The first quarter was volatile compared to the placid markets we experienced from 2012-2014. The main cause of concern for investors is the increasing likelihood the Federal Reserve will end its financial crisis policy of zero short term interest rates. The Board of Governors of the Fed meets ten times each year. Recent meetings have yielded signs the Fed intends to begin a return to more traditional monetary policy in 2015. The two questions facing investors are: when does the Fed start and how high will short term rates go?
The Fed’s mandate is twofold; control inflation and promote full employment. Inflation gauges currently indicate tame price pressures. The big drop in energy prices insures that inflation will remain modest. Judging full employment and the subsequent inflationary movement of wages is more difficult; should the Fed act to promote more jobs or to fight wage inflation?

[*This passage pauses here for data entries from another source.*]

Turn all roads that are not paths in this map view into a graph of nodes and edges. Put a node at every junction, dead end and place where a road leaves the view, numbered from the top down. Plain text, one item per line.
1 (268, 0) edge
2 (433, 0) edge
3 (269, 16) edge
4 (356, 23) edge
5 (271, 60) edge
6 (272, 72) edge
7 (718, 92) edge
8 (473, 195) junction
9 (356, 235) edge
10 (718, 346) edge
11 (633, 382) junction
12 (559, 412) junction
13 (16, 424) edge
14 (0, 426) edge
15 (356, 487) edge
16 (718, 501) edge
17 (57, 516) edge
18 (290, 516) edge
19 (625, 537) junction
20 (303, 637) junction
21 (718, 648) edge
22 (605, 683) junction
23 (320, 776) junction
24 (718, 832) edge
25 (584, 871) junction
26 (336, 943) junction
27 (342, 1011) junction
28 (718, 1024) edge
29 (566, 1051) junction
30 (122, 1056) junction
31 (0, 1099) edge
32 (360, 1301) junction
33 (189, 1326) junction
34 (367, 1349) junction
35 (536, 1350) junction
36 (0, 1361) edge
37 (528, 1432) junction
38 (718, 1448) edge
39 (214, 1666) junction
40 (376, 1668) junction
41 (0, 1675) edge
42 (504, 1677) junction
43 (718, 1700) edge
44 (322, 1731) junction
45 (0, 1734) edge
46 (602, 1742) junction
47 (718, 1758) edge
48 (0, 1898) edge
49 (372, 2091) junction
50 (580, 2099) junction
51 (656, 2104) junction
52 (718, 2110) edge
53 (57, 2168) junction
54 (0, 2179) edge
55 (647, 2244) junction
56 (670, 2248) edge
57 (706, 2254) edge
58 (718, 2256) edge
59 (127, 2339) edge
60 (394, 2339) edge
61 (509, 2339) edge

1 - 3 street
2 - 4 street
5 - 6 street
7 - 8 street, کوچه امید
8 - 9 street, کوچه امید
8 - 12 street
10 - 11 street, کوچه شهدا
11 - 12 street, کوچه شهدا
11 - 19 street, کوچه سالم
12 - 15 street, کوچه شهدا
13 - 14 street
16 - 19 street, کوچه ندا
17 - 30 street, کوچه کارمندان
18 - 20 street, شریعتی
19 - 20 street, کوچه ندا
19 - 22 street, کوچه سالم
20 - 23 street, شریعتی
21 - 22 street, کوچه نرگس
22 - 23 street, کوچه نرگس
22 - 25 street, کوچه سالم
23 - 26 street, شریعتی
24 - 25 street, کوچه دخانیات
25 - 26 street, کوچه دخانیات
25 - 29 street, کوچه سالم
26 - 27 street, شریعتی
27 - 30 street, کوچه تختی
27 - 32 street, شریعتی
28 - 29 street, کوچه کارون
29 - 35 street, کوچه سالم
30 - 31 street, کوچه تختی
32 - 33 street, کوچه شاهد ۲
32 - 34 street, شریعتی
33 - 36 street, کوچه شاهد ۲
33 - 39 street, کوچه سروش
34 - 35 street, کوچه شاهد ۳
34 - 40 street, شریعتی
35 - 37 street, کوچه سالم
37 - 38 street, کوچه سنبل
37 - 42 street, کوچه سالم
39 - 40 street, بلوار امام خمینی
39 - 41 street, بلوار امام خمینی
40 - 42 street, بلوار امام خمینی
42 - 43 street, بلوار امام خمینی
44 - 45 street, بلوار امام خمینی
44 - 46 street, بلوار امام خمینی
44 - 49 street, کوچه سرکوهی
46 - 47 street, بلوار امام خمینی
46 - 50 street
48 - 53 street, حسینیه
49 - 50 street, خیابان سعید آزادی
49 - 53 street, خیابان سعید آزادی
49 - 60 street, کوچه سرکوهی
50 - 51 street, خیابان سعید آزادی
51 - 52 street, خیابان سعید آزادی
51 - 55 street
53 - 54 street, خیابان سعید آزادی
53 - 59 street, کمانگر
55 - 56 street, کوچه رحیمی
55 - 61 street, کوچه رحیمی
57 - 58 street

While the headline rate of unemployment has dropped below 6%, this recovery has been marked by a consistent drop in the number of working age adults participating in the labor force. The problem accelerated during the Great Recession.
How many workers have permanently left the labor force and how many are waiting for a signal to return to work? Signals that could entice workers to return to work include higher wages, completion of retraining or additional education or being recalled to work from a previous employer.
The Fed does not want to derail economic growth and has signed a willingness to wait until data confirms the recovery in the labor markets is indeed durable. Four points the Fed may be watching are:
Less labor market slack – the number of part-time workers drops back to traditional levels.
Inflation data – higher prices at the consumer level would be welcome. Two percent is the Fed’s target.
Wage growth – another sign the overall labor market is getting tighter.
Prices of commodities, strength of the dollar, stocks and the direction of long term interest rates.
The Great Recession has ended and most parts of the US economy are functioning normally. A return to more traditional monetary policy will be welcome as it will indicate the worst recession in 80 years is finally behind us.